- Net profits for the third quarter of 2009 increased by 15% to KD 40.5 million, and earnings per share increased by 19% to Fils 40.33, compared to Q3 2008
- Operating profits increased 5% to KD 43 million, over the same period last year
- Revenues for the third quarter of 2009 decreased 11% to KD 413.5 million, over the third quarter of last year
- Continued strong balance sheet and net debt position of KD 39 million, with cash from operations standing at KD 188.5 million, showing a growth of 28.7% compared to the previous period.
( KUWAIT -- November 11, 2009) - Agility (AGLTY) today reported continued profitability for the third quarter of 2009, despite the ongoing global economic crisis.
The company; with its focus on cash optimization, capital allocation, and cost rationalization was able to report a healthy net income of KD 40.5 million, an increase of 15%, compared to the third quarter of 2008. Earnings Per Share stand at 40.33 Fils, a 19% increase over the same period last year.
Adjusted for non-recurring items, Agility’s Q3 2009 net profit stands at KD 44 million, a 25% increase over the third quarter of last year, and Earnings Per Share have grown 28% to 43.7 Fils.
Gross revenue decreased by 11% to KD 413.5 million compared with Q3 of 2008. However, net revenue increased by 0.42% to KD 156.3 million compared with the same period last year.
Agility also continues to demonstrate a strong balance sheet. Agility’s net debt position is KD 39 million. Cash from operations stand at KD 188.5 million, showing a growth of 28.7% compared to the previous period.
“Agility’s “strategic controller” business model is yielding results,” said Tarek Sultan , Chairman and Managing Director of Agility. “Dividing Agility into three independently-managed business groups has seen more focus and clearer financial accountabilities within each group. However, at the same time, Agility’s business groups are able to work together to offer customers unique capabilities that make a real difference.”
For the 9 months of 2009
Gross revenue decreased by 10% to KD 1.2 billion compared with the 9 months of 2008. However, net revenue increased by 1% to KD 467 million compared with the same period last year.
Net income for the first 9 months was KD 115.5 million, an increase of 7%, compared to the nine months of 2008. Earnings Per Share stands at 115.33 Fils, a 10% increase over the same period last year.
Adjusted for non-recurring items, Agility’s nine month 2009 net profit stands at KD 121.4 million, a 22% increase over the nine months of last year, and Earnings Per Share have grown 25.5% to 121.14 Fils.
Global Integrated Logistics
Agility Global Integrated Logistics (GIL) reported revenues of KD 218.5 million, a decline of 21% compared to the third quarter of 2008. Net revenue stands at KD 79.6 million, a 0.75% increase compared to the third quarter of 2008. However, GIL net revenue margin stood at 36% compared to a margin of 28% in Q3 of 2008.
GIL continues to make progress against its three strategic imperatives of growth, performance, and innovation.
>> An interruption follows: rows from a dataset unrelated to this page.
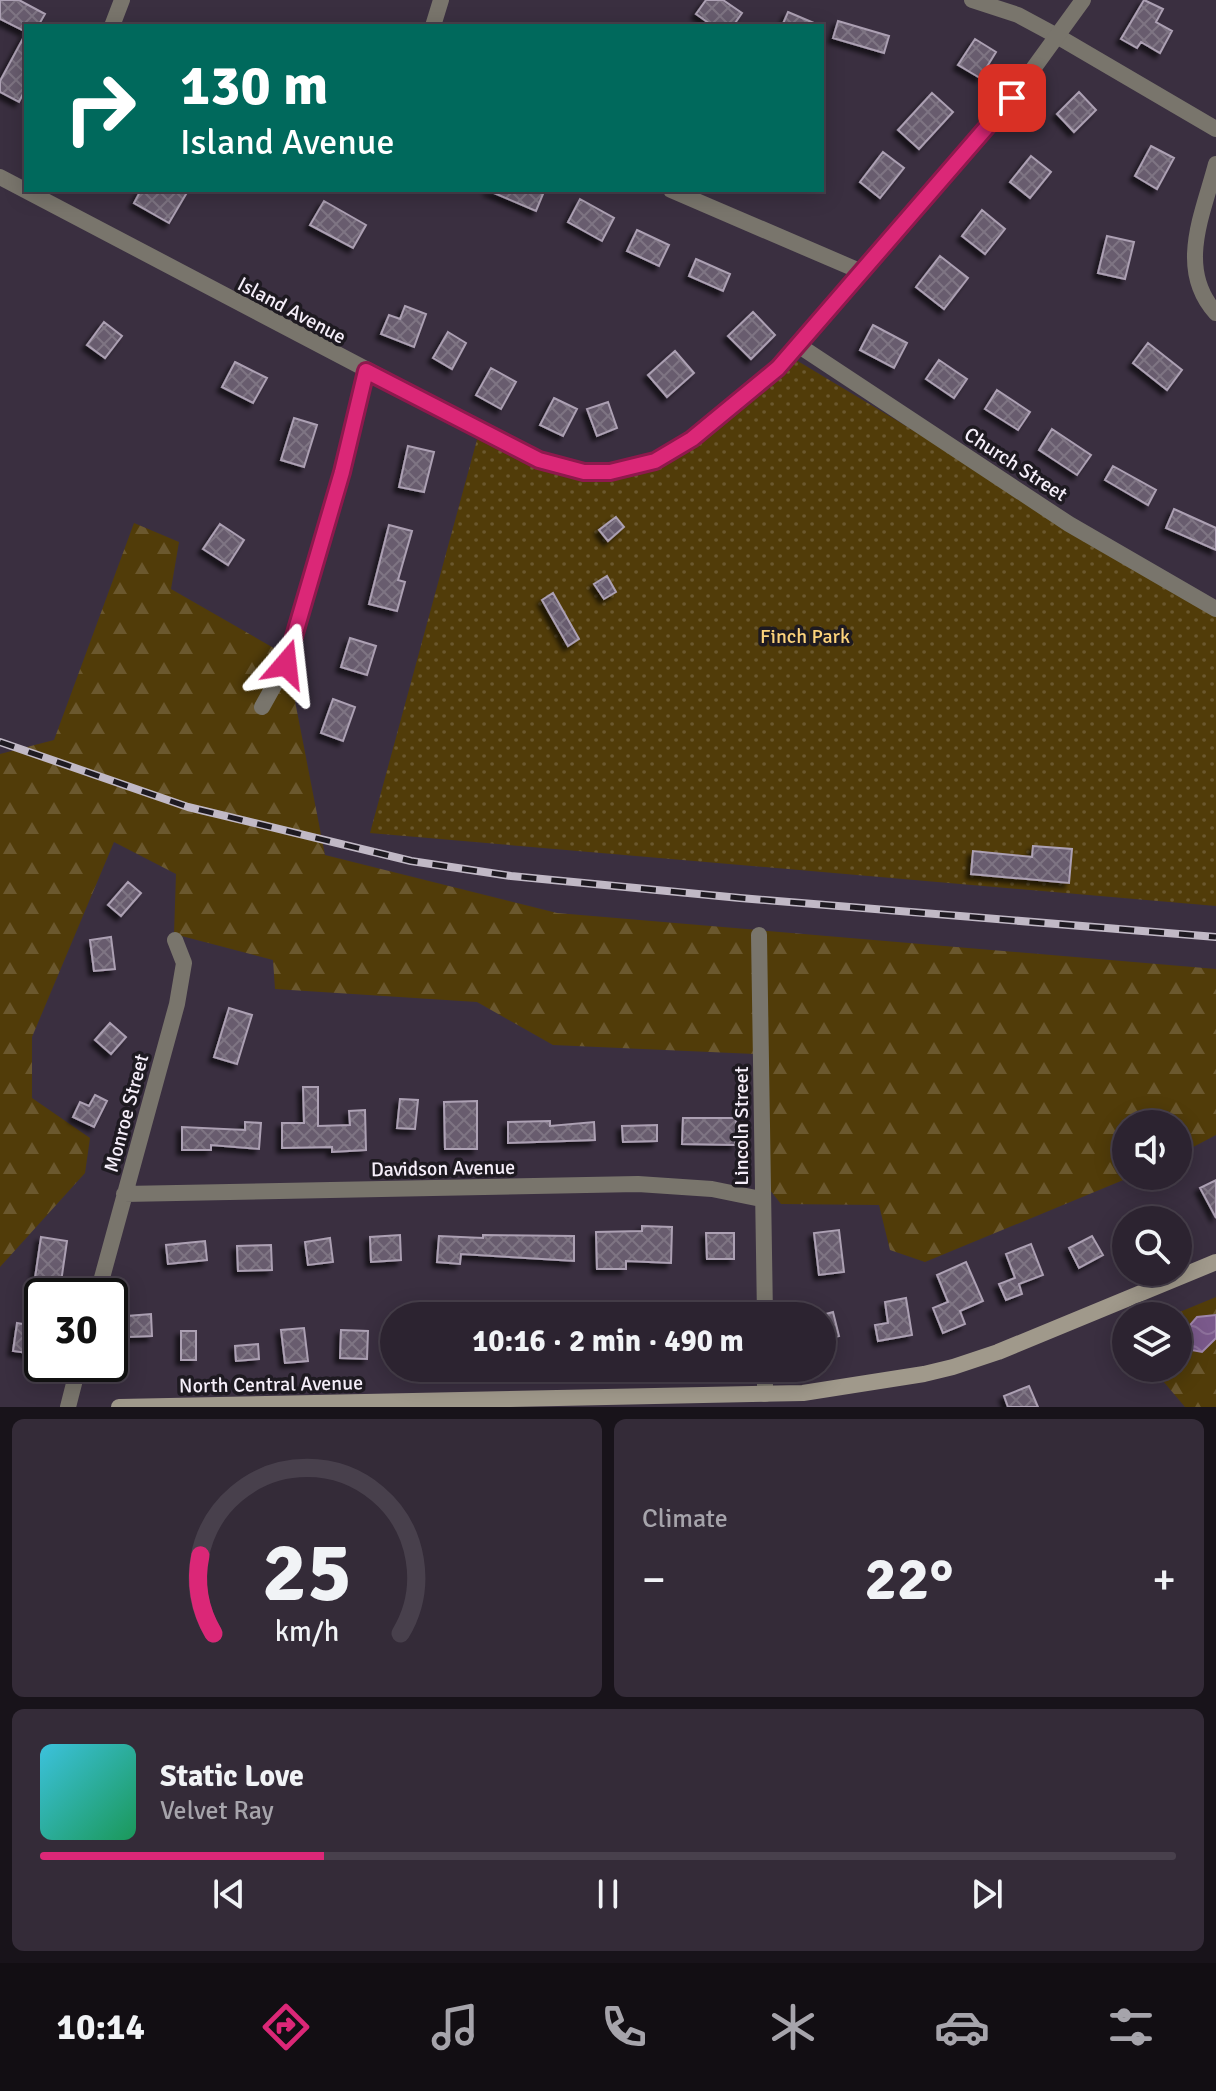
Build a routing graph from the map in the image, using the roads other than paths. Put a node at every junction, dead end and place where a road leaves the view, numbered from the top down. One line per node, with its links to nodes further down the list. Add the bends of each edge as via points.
1 (122, 0): 5 (street)
2 (441, 0): 6 (street)
3 (972, 0): 7 (street, via 1018,15)
4 (1083, 0): 7 (street, Island Avenue)
5 (113, 24)
6 (434, 24)
7 (1057, 36): 8 (street); 14 (street, Island Avenue, via 1012,98)
8 (1216, 129)
9 (1216, 164): 15 (street, via 1193,263 1203,296)
10 (0, 177): 11 (street, Island Avenue)
11 (24, 187)
12 (676, 192): 14 (street)
13 (44, 195): 17 (street, Island Avenue)
14 (862, 272): 16 (street, Island Avenue)
15 (1216, 313)
16 (798, 345): 17 (street, Island Avenue, via 778,368 674,452 610,472 584,472 539,460); 18 (street, Church Street, via 1069,524)
17 (366, 371): 19 (street, via 286,664)
18 (1216, 609)
19 (262, 707)
20 (759, 935): 23 (street, Lincoln Street)
21 (175, 940): 22 (street, Monroe Street, via 184,963 177,1004)
22 (124, 1194): 23 (street, Davidson Avenue, via 638,1184); 25 (street, Monroe Street)
23 (761, 1199): 26 (street, Lincoln Street)
24 (1216, 1262): 30 (main road, North Central Avenue, via 998,1352)
25 (102, 1278)
26 (765, 1302)
27 (74, 1382): 31 (street)
28 (765, 1382): 29 (street)
29 (765, 1394): 30 (main road, North Central Avenue); 32 (main road, North Central Avenue)
30 (802, 1400)
31 (68, 1407)
32 (119, 1407)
In the third quarter of 2009, GIL has seen significant customer wins with Nokia Siemens, Pfizer, Adelaide Aqua, as well as a KD 2.88 million ($10 million) contract with Ras Gas Limited in Qatar . Internal transformation efforts focused on IT modernization and leadership development programs have also been an area of continued investment.
Defense and Government Services
Agility Defense and Government Services (DGS) reported revenue of KD 178.4 million, an increase of 4% compared to the third quarter of 2008. Net revenue stands at KD 58 million, a 2% increase compared to the third quarter of 2008. Net revenue margin stands at 32%, which is almost flat compared to a margin of 33% in Q3 2008.
DGS continues to make progress against its three strategic imperatives of growth, diversification, and excellence in execution. In the third quarter of 2009, DGS has grown its revenue through a number of contract wins, such as LOGCAP IV Task Order in Southern Afghanistan estimated at KD 185.3 million ($643.5 million) for the one year base period. DGS has also reported the successful renewal of major contracts, such as Heavy Lift VI one year extension estimated at KD 26.2 million ($91 million) and one-year option for Defense Depot Kuwait-South (DDKS) Asia contract estimated at KD 12 million ($42 million).
Infrastructure
Agility’s Infrastructure group reported healthy revenue of KD 16.65 million which is almost flat compared to Q3 2008.
“We continue to feel optimistic about the company’s direction,” said Sultan. “Our government business and emerging markets platform have been important hedges against the global recession, and our internal transformation efforts are yielding bottom line results. With the market showing some positive indicators, coupled with our commitment to continue to aggressively manage cost, cash, and capital, we feel that we are well positioned for the future.”